▸ **EXERCISE**
Read the material below and tally how many lines hold the word "node", giving the number and nothing else.

▸ **DATA SHOWN**
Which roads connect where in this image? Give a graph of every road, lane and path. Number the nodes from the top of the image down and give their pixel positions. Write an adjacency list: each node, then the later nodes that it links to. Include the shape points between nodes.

* * *

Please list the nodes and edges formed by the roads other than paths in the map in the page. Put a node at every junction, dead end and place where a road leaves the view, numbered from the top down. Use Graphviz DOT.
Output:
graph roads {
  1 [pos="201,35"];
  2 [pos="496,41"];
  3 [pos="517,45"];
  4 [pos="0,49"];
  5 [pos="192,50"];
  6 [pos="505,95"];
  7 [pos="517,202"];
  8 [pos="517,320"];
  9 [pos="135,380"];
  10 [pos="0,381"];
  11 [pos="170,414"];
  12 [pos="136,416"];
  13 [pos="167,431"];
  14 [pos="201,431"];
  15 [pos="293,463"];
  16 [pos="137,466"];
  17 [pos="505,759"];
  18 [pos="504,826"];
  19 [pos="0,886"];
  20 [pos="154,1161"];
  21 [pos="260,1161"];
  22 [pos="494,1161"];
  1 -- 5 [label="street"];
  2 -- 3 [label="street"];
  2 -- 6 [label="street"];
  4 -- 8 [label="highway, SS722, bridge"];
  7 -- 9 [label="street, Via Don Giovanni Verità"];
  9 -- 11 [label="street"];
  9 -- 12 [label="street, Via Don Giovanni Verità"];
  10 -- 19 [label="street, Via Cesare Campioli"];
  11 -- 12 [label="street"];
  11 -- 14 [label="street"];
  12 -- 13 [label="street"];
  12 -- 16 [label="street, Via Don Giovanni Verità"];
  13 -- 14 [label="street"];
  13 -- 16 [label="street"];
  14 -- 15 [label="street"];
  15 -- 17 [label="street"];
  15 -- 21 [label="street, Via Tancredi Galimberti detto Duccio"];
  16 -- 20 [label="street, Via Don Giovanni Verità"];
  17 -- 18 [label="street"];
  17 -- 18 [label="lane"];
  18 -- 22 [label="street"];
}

▸ **ANSWER SECTION**
2